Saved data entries
########################################
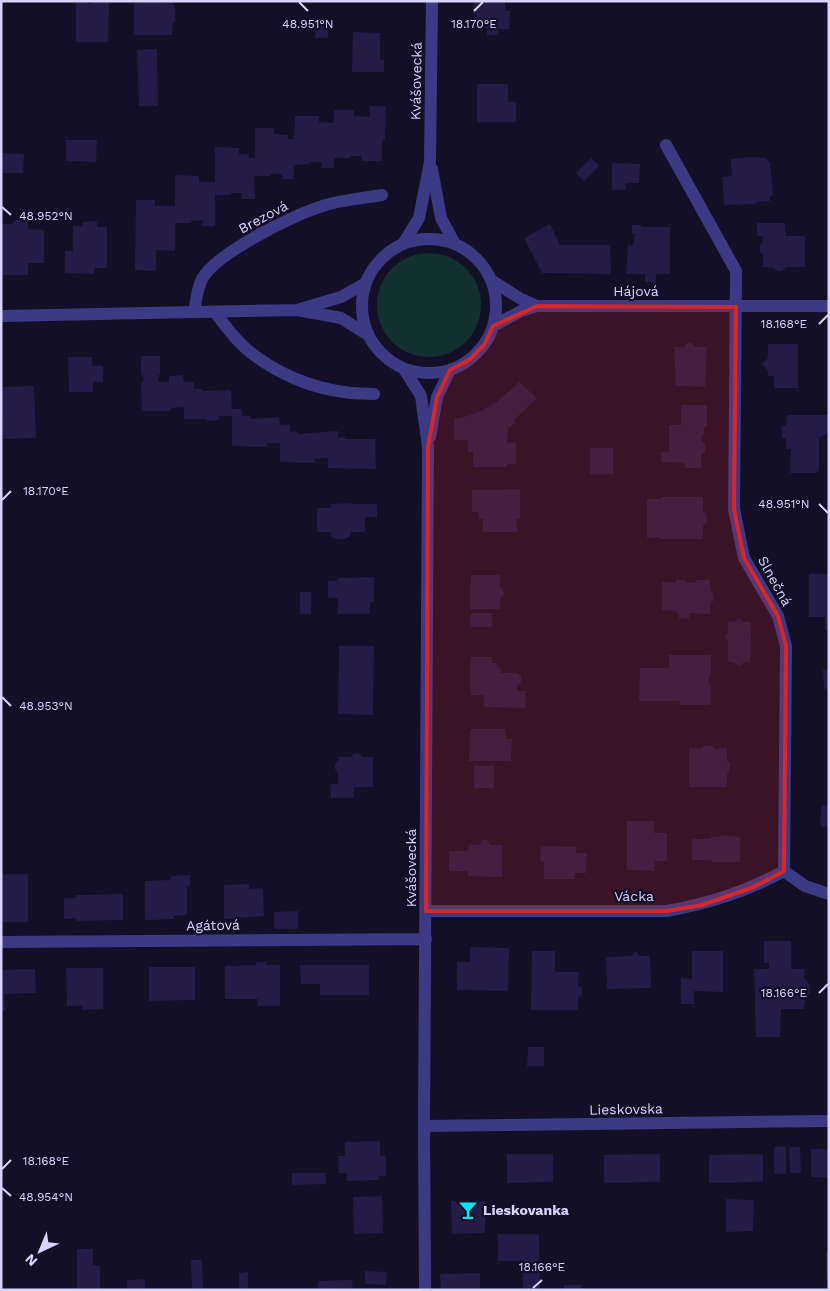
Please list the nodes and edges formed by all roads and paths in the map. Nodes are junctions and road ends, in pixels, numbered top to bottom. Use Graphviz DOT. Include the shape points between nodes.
graph roads {
  1 [pos="432,1"];
  2 [pos="666,145"];
  3 [pos="430,162"];
  4 [pos="382,195"];
  5 [pos="403,244"];
  6 [pos="455,244"];
  7 [pos="491,280"];
  8 [pos="366,282"];
  9 [pos="537,306"];
  10 [pos="829,306"];
  11 [pos="736,307"];
  12 [pos="297,310"];
  13 [pos="194,312"];
  14 [pos="215,312"];
  15 [pos="1,316"];
  16 [pos="493,326"];
  17 [pos="368,335"];
  18 [pos="404,369"];
  19 [pos="450,370"];
  20 [pos="374,394"];
  21 [pos="428,446"];
  22 [pos="784,871"];
  23 [pos="829,894"];
  24 [pos="426,911"];
  25 [pos="426,939"];
  26 [pos="1,942"];
  27 [pos="829,1121"];
  28 [pos="424,1126"];
  29 [pos="425,1290"];
  1 -- 3 [label="street, Kvášovecká"];
  2 -- 11 [label="street" via="736,271"];
  3 -- 5 [label="street, Kvášovecká" via="420,218"];
  3 -- 6 [label="street, Kvášovecká" via="441,218"];
  4 -- 13 [label="street, Brezová" via="305,212 258,235 228,254 202,278"];
  5 -- 6 [label="street" via="420,239 438,239"];
  5 -- 8 [label="street" via="374,266"];
  6 -- 7 [label="street" via="482,265"];
  7 -- 9 [label="street, Hájová"];
  7 -- 16 [label="street" via="496,311"];
  8 -- 12 [label="street" via="341,297"];
  8 -- 17 [label="street" via="362,318"];
  9 -- 11 [label="street, Hájová"];
  9 -- 16 [label="street, Hájová"];
  10 -- 11 [label="street, Hájová"];
  11 -- 22 [label="street, Slnečná" via="734,509 744,558 778,616 786,646"];
  12 -- 14 [label="street"];
  12 -- 17 [label="street" via="341,318"];
  13 -- 14 [label="street"];
  13 -- 15 [label="street"];
  14 -- 20 [label="street" via="249,352 277,370 321,387"];
  16 -- 19 [label="street" via="484,345 469,360"];
  17 -- 18 [label="street" via="377,349"];
  18 -- 19 [label="street" via="427,373"];
  18 -- 21 [label="street, Kvášovecká" via="420,396"];
  19 -- 21 [label="street, Kvášovecká" via="437,397"];
  21 -- 24 [label="street, Kvášovecká"];
  22 -- 23 [label="street" via="805,886"];
  22 -- 24 [label="street, Vácka" via="754,887 702,905 667,911"];
  24 -- 25 [label="street, Kvášovecká"];
  25 -- 26 [label="street, Agátová"];
  25 -- 28 [label="street, Kvášovecká"];
  27 -- 28 [label="street, Lieskovska"];
  28 -- 29 [label="street, Kvášovecká"];
}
########################################
▶ _Aim of the task_:
For each line in the entries that holds "roads", return that line.

▶ _Solution to this problem_:
Please list the nodes and edges formed by all roads and paths in the map. Nodes are junctions and road ends, in pixels, numbered top to bottom. Use Graphviz DOT. Include the shape points between nodes.
graph roads {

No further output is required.